== ENTRIES PROVIDED ==

****************************************

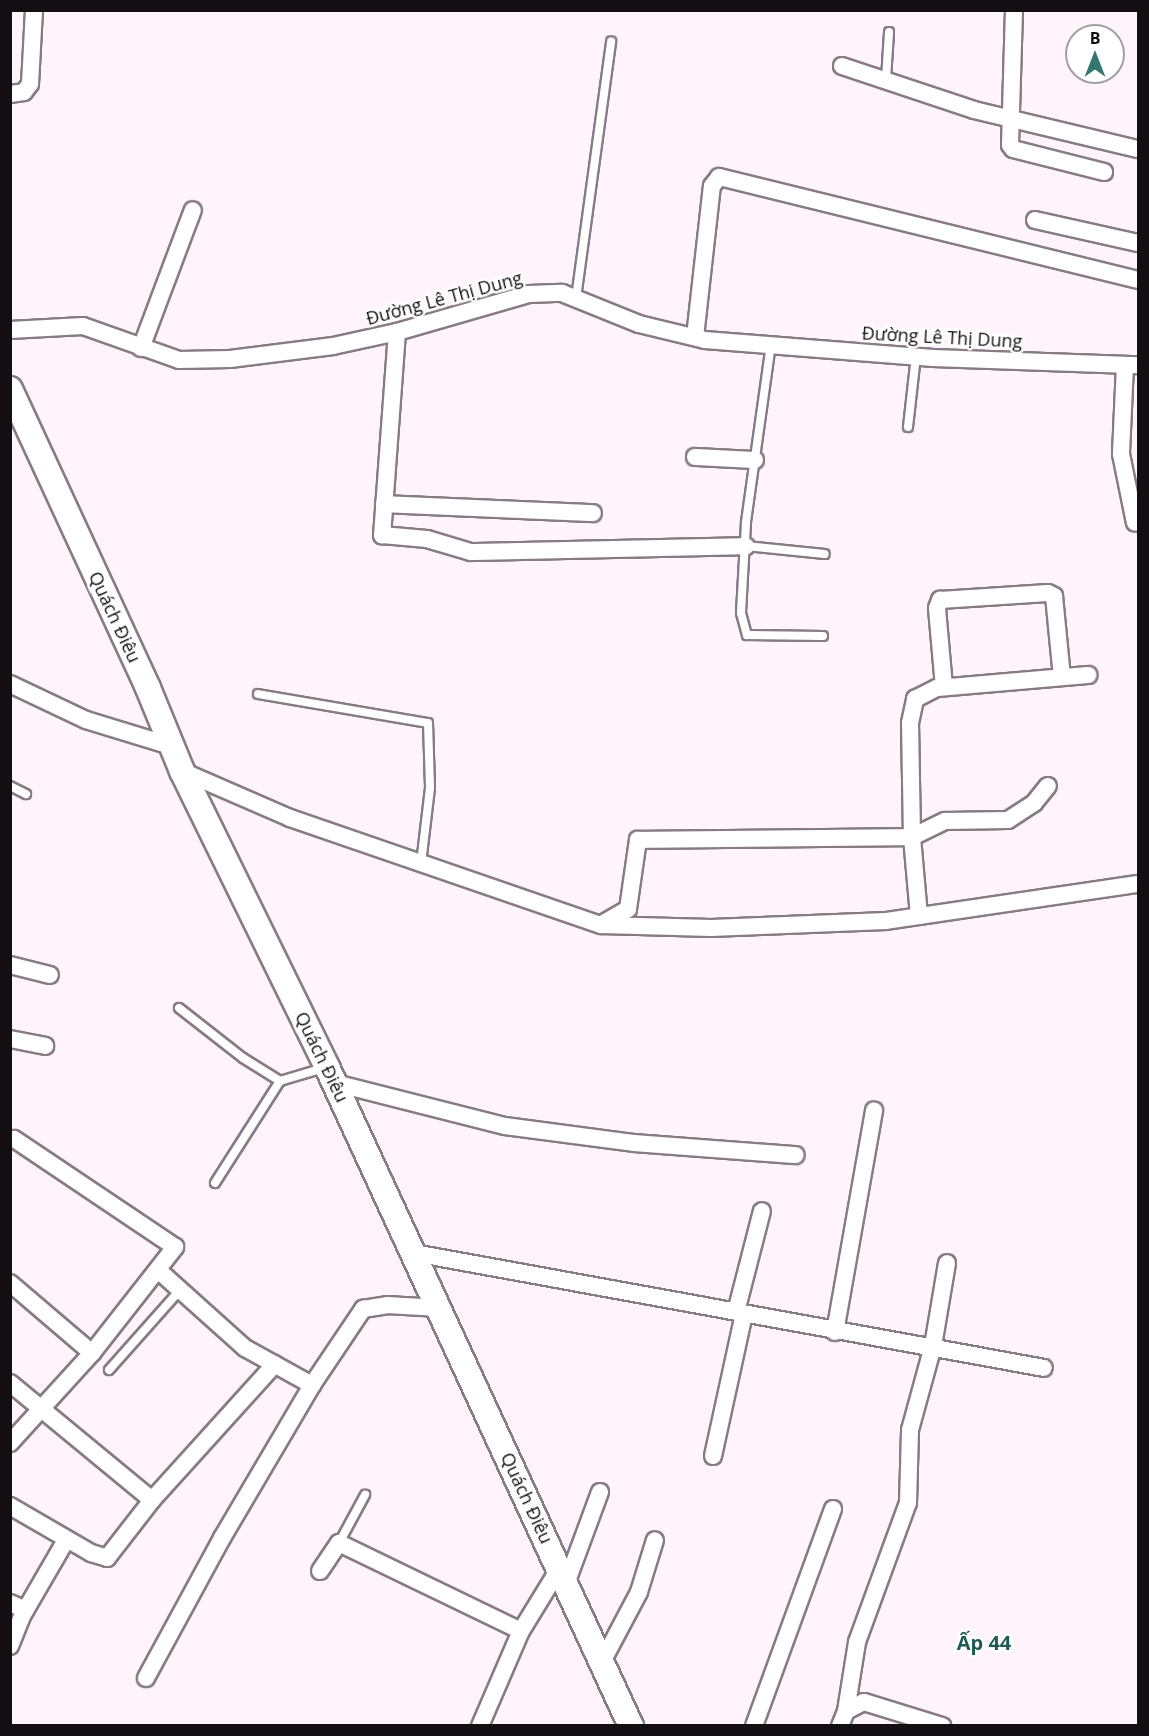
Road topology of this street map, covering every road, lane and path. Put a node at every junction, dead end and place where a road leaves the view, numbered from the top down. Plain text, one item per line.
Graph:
1 (34, 10) edge
2 (1014, 10) edge
3 (889, 32) dead end
4 (611, 41) dead end
5 (842, 66) dead end
6 (886, 79) junction
7 (10, 94) edge
8 (1008, 119) junction
9 (1138, 149) edge
10 (1104, 172) dead end
11 (193, 210) dead end
12 (1035, 220) dead end
13 (1138, 243) edge
14 (1138, 280) edge
15 (576, 298) junction
16 (10, 330) edge
17 (397, 333) junction
18 (694, 337) junction
19 (771, 343) junction
20 (141, 348) junction
21 (916, 356) junction
22 (1132, 365) edge
23 (10, 389) edge
24 (908, 427) dead end
25 (694, 458) dead end
26 (755, 460) junction
27 (384, 504) junction
28 (593, 513) dead end
29 (1136, 523) dead end
30 (746, 546) junction
31 (825, 554) dead end
32 (823, 636) dead end
33 (1088, 675) dead end
34 (1062, 677) junction
35 (10, 684) edge
36 (944, 687) junction
37 (258, 694) dead end
38 (171, 746) junction
39 (182, 771) junction
40 (10, 786) edge
41 (1048, 786) dead end
42 (26, 794) dead end
43 (912, 837) junction
44 (421, 865) junction
45 (1138, 884) edge
46 (919, 916) junction
47 (601, 925) junction
48 (10, 965) edge
49 (50, 975) dead end
50 (180, 1008) dead end
51 (10, 1039) edge
52 (45, 1046) dead end
53 (331, 1075) junction
54 (280, 1081) junction
55 (874, 1110) dead end
56 (14, 1139) dead end
57 (796, 1155) dead end
58 (215, 1183) dead end
59 (762, 1211) dead end
60 (414, 1253) junction
61 (946, 1263) dead end
62 (158, 1270) junction
63 (10, 1283) edge
64 (180, 1290) junction
65 (439, 1308) junction
66 (740, 1313) junction
67 (835, 1332) junction
68 (933, 1346) junction
69 (92, 1353) junction
70 (275, 1364) junction
71 (1044, 1368) dead end
72 (109, 1370) dead end
73 (10, 1383) edge
74 (312, 1384) junction
75 (39, 1407) junction
76 (10, 1443) edge
77 (713, 1456) dead end
78 (600, 1492) dead end
79 (365, 1494) dead end
80 (152, 1500) junction
81 (10, 1506) edge
82 (833, 1509) dead end
83 (66, 1540) junction
84 (655, 1540) dead end
85 (339, 1543) junction
86 (320, 1571) dead end
87 (563, 1576) junction
88 (18, 1606) edge
89 (521, 1631) junction
90 (10, 1646) edge
91 (602, 1662) junction
92 (146, 1678) dead end
93 (843, 1718) edge
94 (480, 1725) edge
95 (631, 1725) edge
96 (754, 1725) edge
97 (942, 1725) edge

1 - 7 street
2 - 8 street
3 - 6 lane
4 - 15 lane
5 - 6 street
6 - 8 street
8 - 9 street
8 - 10 street
11 - 20 street
12 - 13 street
14 - 18 street
15 - 17 street, Đường Lê Thị Dung
15 - 18 street, Đường Lê Thị Dung
16 - 20 street, Đường Lê Thị Dung
17 - 20 street, Đường Lê Thị Dung
17 - 27 street
18 - 19 street, Đường Lê Thị Dung
19 - 21 street, Đường Lê Thị Dung
19 - 26 lane
21 - 22 street, Đường Lê Thị Dung
21 - 24 lane
22 - 29 street
23 - 38 main road, Quách Điêu
25 - 26 street
26 - 30 lane
27 - 28 street
27 - 30 street
30 - 31 lane
30 - 32 lane
33 - 34 street
34 - 36 street
34 - 36 street
35 - 38 street
36 - 43 street
37 - 44 lane
38 - 39 main road, Quách Điêu
39 - 44 street
39 - 53 main road, Quách Điêu
40 - 42 lane
41 - 43 street
43 - 46 street
43 - 47 street
44 - 47 street
45 - 46 street
46 - 47 street
48 - 49 street
50 - 54 lane
51 - 52 street
53 - 54 lane
53 - 57 street
53 - 60 main road, Quách Điêu
54 - 58 lane
55 - 67 street
56 - 62 street
59 - 66 street
60 - 65 main road, Quách Điêu
60 - 66 street
61 - 68 street
62 - 64 street
62 - 69 street
63 - 69 street
64 - 70 street
64 - 72 lane
65 - 74 street
65 - 87 main road, Quách Điêu
66 - 67 street
66 - 77 street
67 - 68 street
68 - 71 street
68 - 93 street
69 - 75 street
70 - 74 street
70 - 80 street
73 - 75 street
74 - 92 street
75 - 76 street
75 - 80 street
78 - 87 street
79 - 85 lane
80 - 83 street
81 - 83 street
82 - 96 street
83 - 88 street
84 - 91 street
85 - 86 street
85 - 89 street
87 - 89 street
87 - 91 main road, Quách Điêu
88 - 90 street
89 - 94 street
91 - 95 main road, Quách Điêu
93 - 97 street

****************************************

== GOAL OF THE EXERCISE ==
What is needed is an exact copy of the entries above, with no images in it.

== ANSWER SECTION ==
Road topology of this street map, covering every road, lane and path. Put a node at every junction, dead end and place where a road leaves the view, numbered from the top down. Plain text, one item per line.
Graph:
1 (34, 10) edge
2 (1014, 10) edge
3 (889, 32) dead end
4 (611, 41) dead end
5 (842, 66) dead end
6 (886, 79) junction
7 (10, 94) edge
8 (1008, 119) junction
9 (1138, 149) edge
10 (1104, 172) dead end
11 (193, 210) dead end
12 (1035, 220) dead end
13 (1138, 243) edge
14 (1138, 280) edge
15 (576, 298) junction
16 (10, 330) edge
17 (397, 333) junction
18 (694, 337) junction
19 (771, 343) junction
20 (141, 348) junction
21 (916, 356) junction
22 (1132, 365) edge
23 (10, 389) edge
24 (908, 427) dead end
25 (694, 458) dead end
26 (755, 460) junction
27 (384, 504) junction
28 (593, 513) dead end
29 (1136, 523) dead end
30 (746, 546) junction
31 (825, 554) dead end
32 (823, 636) dead end
33 (1088, 675) dead end
34 (1062, 677) junction
35 (10, 684) edge
36 (944, 687) junction
37 (258, 694) dead end
38 (171, 746) junction
39 (182, 771) junction
40 (10, 786) edge
41 (1048, 786) dead end
42 (26, 794) dead end
43 (912, 837) junction
44 (421, 865) junction
45 (1138, 884) edge
46 (919, 916) junction
47 (601, 925) junction
48 (10, 965) edge
49 (50, 975) dead end
50 (180, 1008) dead end
51 (10, 1039) edge
52 (45, 1046) dead end
53 (331, 1075) junction
54 (280, 1081) junction
55 (874, 1110) dead end
56 (14, 1139) dead end
57 (796, 1155) dead end
58 (215, 1183) dead end
59 (762, 1211) dead end
60 (414, 1253) junction
61 (946, 1263) dead end
62 (158, 1270) junction
63 (10, 1283) edge
64 (180, 1290) junction
65 (439, 1308) junction
66 (740, 1313) junction
67 (835, 1332) junction
68 (933, 1346) junction
69 (92, 1353) junction
70 (275, 1364) junction
71 (1044, 1368) dead end
72 (109, 1370) dead end
73 (10, 1383) edge
74 (312, 1384) junction
75 (39, 1407) junction
76 (10, 1443) edge
77 (713, 1456) dead end
78 (600, 1492) dead end
79 (365, 1494) dead end
80 (152, 1500) junction
81 (10, 1506) edge
82 (833, 1509) dead end
83 (66, 1540) junction
84 (655, 1540) dead end
85 (339, 1543) junction
86 (320, 1571) dead end
87 (563, 1576) junction
88 (18, 1606) edge
89 (521, 1631) junction
90 (10, 1646) edge
91 (602, 1662) junction
92 (146, 1678) dead end
93 (843, 1718) edge
94 (480, 1725) edge
95 (631, 1725) edge
96 (754, 1725) edge
97 (942, 1725) edge

1 - 7 street
2 - 8 street
3 - 6 lane
4 - 15 lane
5 - 6 street
6 - 8 street
8 - 9 street
8 - 10 street
11 - 20 street
12 - 13 street
14 - 18 street
15 - 17 street, Đường Lê Thị Dung
15 - 18 street, Đường Lê Thị Dung
16 - 20 street, Đường Lê Thị Dung
17 - 20 street, Đường Lê Thị Dung
17 - 27 street
18 - 19 street, Đường Lê Thị Dung
19 - 21 street, Đường Lê Thị Dung
19 - 26 lane
21 - 22 street, Đường Lê Thị Dung
21 - 24 lane
22 - 29 street
23 - 38 main road, Quách Điêu
25 - 26 street
26 - 30 lane
27 - 28 street
27 - 30 street
30 - 31 lane
30 - 32 lane
33 - 34 street
34 - 36 street
34 - 36 street
35 - 38 street
36 - 43 street
37 - 44 lane
38 - 39 main road, Quách Điêu
39 - 44 street
39 - 53 main road, Quách Điêu
40 - 42 lane
41 - 43 street
43 - 46 street
43 - 47 street
44 - 47 street
45 - 46 street
46 - 47 street
48 - 49 street
50 - 54 lane
51 - 52 street
53 - 54 lane
53 - 57 street
53 - 60 main road, Quách Điêu
54 - 58 lane
55 - 67 street
56 - 62 street
59 - 66 street
60 - 65 main road, Quách Điêu
60 - 66 street
61 - 68 street
62 - 64 street
62 - 69 street
63 - 69 street
64 - 70 street
64 - 72 lane
65 - 74 street
65 - 87 main road, Quách Điêu
66 - 67 street
66 - 77 street
67 - 68 street
68 - 71 street
68 - 93 street
69 - 75 street
70 - 74 street
70 - 80 street
73 - 75 street
74 - 92 street
75 - 76 street
75 - 80 street
78 - 87 street
79 - 85 lane
80 - 83 street
81 - 83 street
82 - 96 street
83 - 88 street
84 - 91 street
85 - 86 street
85 - 89 street
87 - 89 street
87 - 91 main road, Quách Điêu
88 - 90 street
89 - 94 street
91 - 95 main road, Quách Điêu
93 - 97 street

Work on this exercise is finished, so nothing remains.